19th
AUG

Best Practices for Prototyping in Software Development - 4

Posted by Ravindra under Software Development Practices, Software Development Prototyping

This article is the fourth in series of articles on Prototyping in Software Development.

Who should be involved, how far you should go and when do you have to do Prototyping in a Software Development Project?

Often Prototyping in Software Development Projects will be done without planning and without involving the relevant stakeholders. This will lead to wrong expectations, initial budget overruns and customer satisfaction issues.

1. Who is Involved?
Prototyping can be done informally by anyone, regardless of their background or role in the project.
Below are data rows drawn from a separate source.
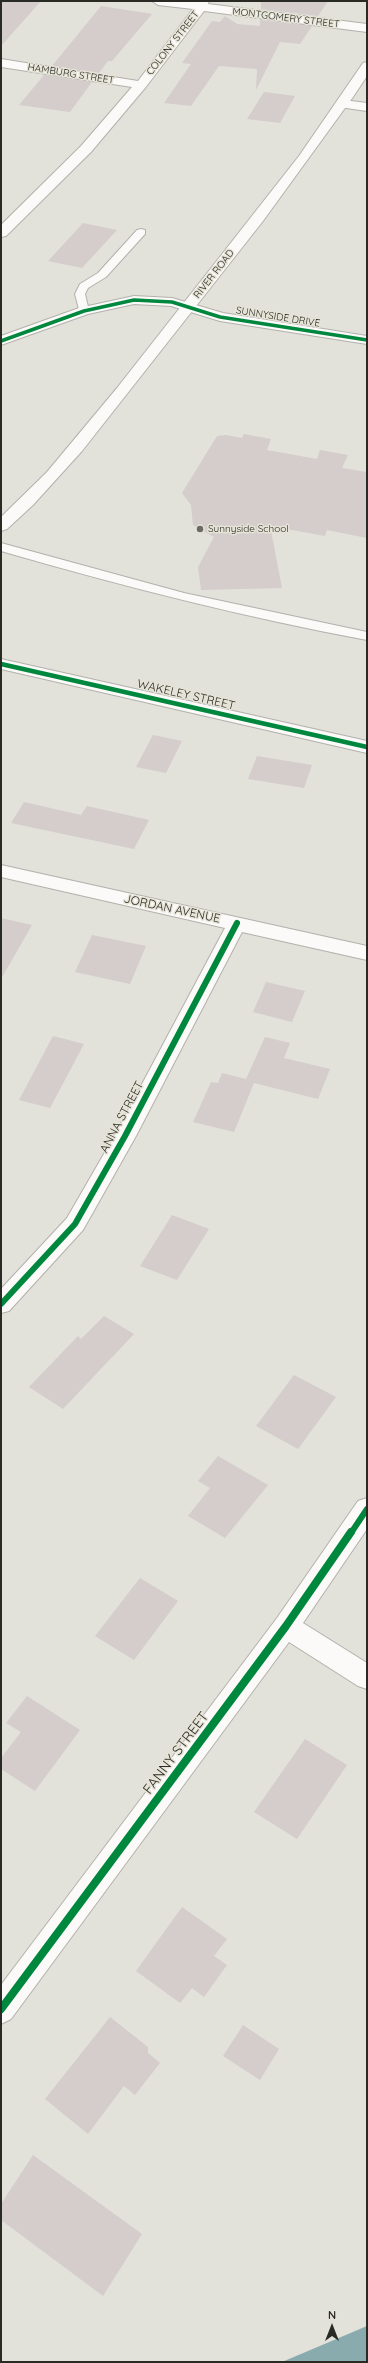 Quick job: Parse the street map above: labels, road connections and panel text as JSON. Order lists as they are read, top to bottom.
{
  "streets": {
    "street": [
      "MONTGOMERY STREET",
      "COLONY STREET",
      "HAMBURG STREET",
      "RIVER ROAD",
      "SUNNYSIDE DRIVE",
      "WAKELEY STREET",
      "JORDAN AVENUE",
      "ANNA STREET",
      "FANNY STREET"
    ]
  },
  "crossings": [
    ["MONTGOMERY STREET", "COLONY STREET"],
    ["COLONY STREET", "HAMBURG STREET"],
    ["RIVER ROAD", "SUNNYSIDE DRIVE"],
    ["JORDAN AVENUE", "ANNA STREET"]
  ],
  "places": ["Sunnyside School"],
  "north": "top"
} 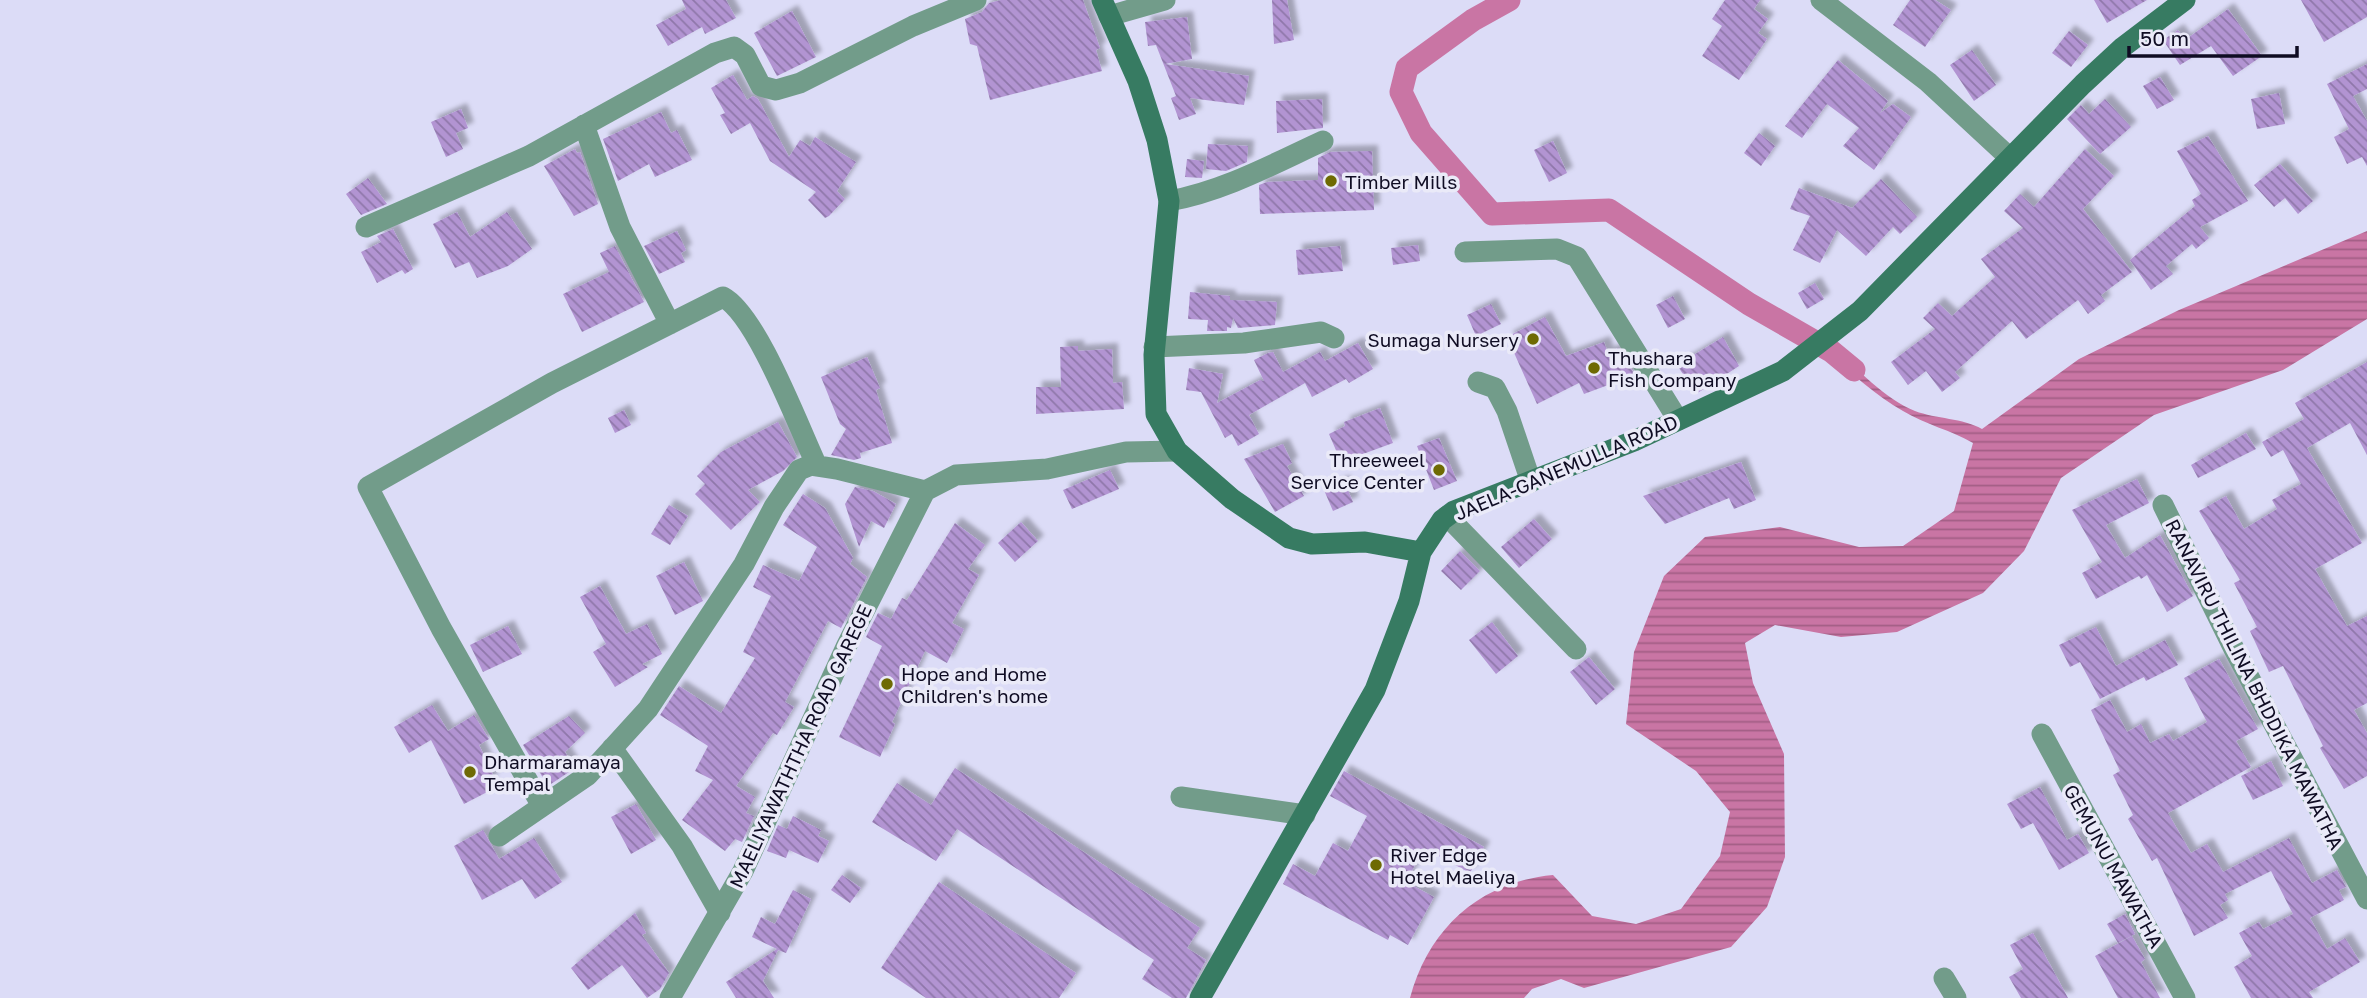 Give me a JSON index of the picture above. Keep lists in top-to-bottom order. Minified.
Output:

It’s easy to make a simple but effective prototype by taking a bitmap from Adobe Photoshop, putting it into the Microsoft FrontPage Web site creation and management tool, and adding active buttons or links. These lightweight prototypes only go so far, and can become unwieldy for complex interactions.

For more formal prototypes by larger teams, a developer or project manager will often collaborate with a designer and a usability engineer. Together they’ll generate ideas, build a prototype that represents the best ideas, and then go into the lab to see how effective it is in solving user problems. Developers might get involved if they can spare the time, or if their technical expertise is needed. Often the designer or project manager will do most of the scripting or coding to build the prototype.

Treat this phase with importance, just like any other phase in SDLC and try identifying and involving the relevant stakeholders at all stages in the prototyping stage.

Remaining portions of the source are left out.